Pour reposer aux côtés de leurs camarades, deux anciens combattants français de la guerre de Corée ont trouvé leur dernière demeure à Busan, en Corée du Sud, lors d'une émouvante cérémonie militaire, 75 ans après la fin de ce conflit.
L'adjudant-chef Jacques Grisolet et le caporal André Datcharry, récemment décédés en France, rejoignent désormais le groupe de 37 vétérans français qui ont choisi d'être enterrés au Cimetière mémorial des Nations Unies à Busan, où reposent plus de 2.600 soldats de 22 nations ayant combattu ensemble.
Au cœur de cette vaste étendue vallonnée, leurs familles ont dispersé leurs cendres dans un espace qui reflète la solidarité internationale. "Papa aurait été fier d'être ici, dans ce cimetière symbolique", a déclaré Élizabeth Magrou, fille de Jacques Grisolet, à l'AFP. "Il saura qu'il n'est jamais seul ici, dans ce pays qu'il chérissait tant".
Grisolet et Datcharry faisaient partie du Bataillon français de l'ONU, unité qui a été formée en 1950 dans le cadre de l'effort international contre l'agression nord-coréenne. Datcharry, blessé deux fois, avait été en poste en Corée de mars 1953 à août 1954, tandis que Grisolet avait été déployé à deux reprises entre 1951 et 1953, participant à des batailles majeures, y compris la célèbre bataille de Crèvecoeur.
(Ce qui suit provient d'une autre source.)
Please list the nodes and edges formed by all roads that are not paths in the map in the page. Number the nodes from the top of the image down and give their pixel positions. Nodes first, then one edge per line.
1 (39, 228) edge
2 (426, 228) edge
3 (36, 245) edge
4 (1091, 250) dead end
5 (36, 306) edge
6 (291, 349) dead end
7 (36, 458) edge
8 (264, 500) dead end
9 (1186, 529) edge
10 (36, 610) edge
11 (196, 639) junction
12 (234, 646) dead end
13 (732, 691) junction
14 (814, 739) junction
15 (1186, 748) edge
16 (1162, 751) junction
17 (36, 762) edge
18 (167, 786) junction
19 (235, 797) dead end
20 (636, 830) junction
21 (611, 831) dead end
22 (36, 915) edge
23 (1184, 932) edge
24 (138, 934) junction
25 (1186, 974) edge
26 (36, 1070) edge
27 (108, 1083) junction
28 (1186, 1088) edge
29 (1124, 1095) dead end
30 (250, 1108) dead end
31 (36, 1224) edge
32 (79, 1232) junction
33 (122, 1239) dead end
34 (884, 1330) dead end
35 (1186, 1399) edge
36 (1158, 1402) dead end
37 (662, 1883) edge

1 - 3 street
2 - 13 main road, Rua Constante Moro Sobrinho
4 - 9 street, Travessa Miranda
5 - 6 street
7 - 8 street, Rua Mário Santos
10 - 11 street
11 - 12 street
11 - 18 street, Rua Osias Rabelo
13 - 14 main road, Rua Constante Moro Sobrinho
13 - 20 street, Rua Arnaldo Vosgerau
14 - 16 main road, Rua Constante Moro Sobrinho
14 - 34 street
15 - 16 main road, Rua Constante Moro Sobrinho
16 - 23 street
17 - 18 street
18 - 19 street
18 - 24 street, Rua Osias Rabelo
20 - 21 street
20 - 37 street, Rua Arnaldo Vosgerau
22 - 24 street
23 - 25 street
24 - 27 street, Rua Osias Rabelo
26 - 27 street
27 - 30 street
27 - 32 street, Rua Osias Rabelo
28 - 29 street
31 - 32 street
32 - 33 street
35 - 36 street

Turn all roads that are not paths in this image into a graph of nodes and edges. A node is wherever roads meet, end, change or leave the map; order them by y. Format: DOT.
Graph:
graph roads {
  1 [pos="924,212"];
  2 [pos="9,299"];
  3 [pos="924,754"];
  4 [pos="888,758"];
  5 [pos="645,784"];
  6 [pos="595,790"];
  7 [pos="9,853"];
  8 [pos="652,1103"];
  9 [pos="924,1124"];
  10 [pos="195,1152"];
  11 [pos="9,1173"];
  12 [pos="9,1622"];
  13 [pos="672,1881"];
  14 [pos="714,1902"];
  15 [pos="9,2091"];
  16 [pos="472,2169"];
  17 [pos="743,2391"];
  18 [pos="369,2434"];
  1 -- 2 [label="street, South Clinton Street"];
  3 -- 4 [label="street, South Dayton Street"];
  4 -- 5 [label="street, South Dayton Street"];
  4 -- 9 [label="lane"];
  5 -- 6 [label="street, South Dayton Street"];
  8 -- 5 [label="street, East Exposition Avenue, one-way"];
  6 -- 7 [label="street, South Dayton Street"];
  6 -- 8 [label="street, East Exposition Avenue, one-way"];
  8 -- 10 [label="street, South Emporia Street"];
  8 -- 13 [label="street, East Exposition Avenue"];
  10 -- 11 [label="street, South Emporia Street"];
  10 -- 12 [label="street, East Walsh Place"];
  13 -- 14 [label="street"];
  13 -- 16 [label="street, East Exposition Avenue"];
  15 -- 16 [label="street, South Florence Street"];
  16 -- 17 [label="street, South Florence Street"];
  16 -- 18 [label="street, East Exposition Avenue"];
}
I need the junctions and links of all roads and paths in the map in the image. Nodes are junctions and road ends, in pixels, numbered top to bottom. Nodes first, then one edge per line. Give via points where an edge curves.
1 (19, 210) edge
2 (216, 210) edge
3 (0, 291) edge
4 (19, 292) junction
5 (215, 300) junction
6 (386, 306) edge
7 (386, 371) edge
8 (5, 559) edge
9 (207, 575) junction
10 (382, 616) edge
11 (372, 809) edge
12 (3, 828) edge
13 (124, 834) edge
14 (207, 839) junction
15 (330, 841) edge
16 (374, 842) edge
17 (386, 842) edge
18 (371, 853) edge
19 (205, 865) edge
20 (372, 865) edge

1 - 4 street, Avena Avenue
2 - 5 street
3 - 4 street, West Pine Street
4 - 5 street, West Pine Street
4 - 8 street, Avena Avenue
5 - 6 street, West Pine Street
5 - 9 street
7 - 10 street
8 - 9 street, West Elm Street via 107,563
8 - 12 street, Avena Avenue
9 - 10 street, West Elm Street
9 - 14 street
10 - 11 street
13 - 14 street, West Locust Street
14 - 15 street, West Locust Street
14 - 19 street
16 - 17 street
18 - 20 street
Le bataillon, qui comptait 3.421 volontaires, était dirigé par le général Ralph Monclar, une figure emblématique de la France Libre, qui avait déclaré que les combattants de Crèvecoeur avaient éprouvé un sens du sacrifice comparable à celui des soldats de Verdun lors de la Première Guerre mondiale.
Pour Patrick Beaudouin, ancien député et président de l'Association nationale des anciens et amis des forces françaises de l'ONU, l attachement fort des vétérans à la Corée s'explique par plusieurs éléments. "Les conditions de vie en Corée, marquées par la misère, leur rappelaient leur jeunesse en France occupée. De plus, la brutalité du conflit a tissé des liens indéfectibles entre les soldats", a-t-il expliqué.
"Ils ont laissé une partie de leur âme ici, en Corée", ajoute Beaudouin. "C'est pourquoi beaucoup d'entre eux désiraient revenir ici pour l'éternité". La Corée du Sud, de son côté, n'a jamais oublié le sacrifice de ces étrangers, comme en témoigne le don de masques lors du début de la pandémie de Covid-19 pour protéger les anciens combattants français.
La plupart des vétérans français ont visité à maintes reprises la Corée du Sud, qui a évolué d'un pays ravagé par la guerre à une puissance économique dynamique. "Ce pays réduit en cendres est devenu une démocratie florissante, et le sentiment de voir leurs sacrifices porter des fruits est une source de fierté", souligne Stephanie Hwang, porte-parole du cimetière de l'ONU à Busan.
Au total, 269 Français sont morts durant ce conflit, mais selon M. Beaudouin, seuls 17 anciens combattants de la guerre de Corée demeurent encore en vie aujourd'hui.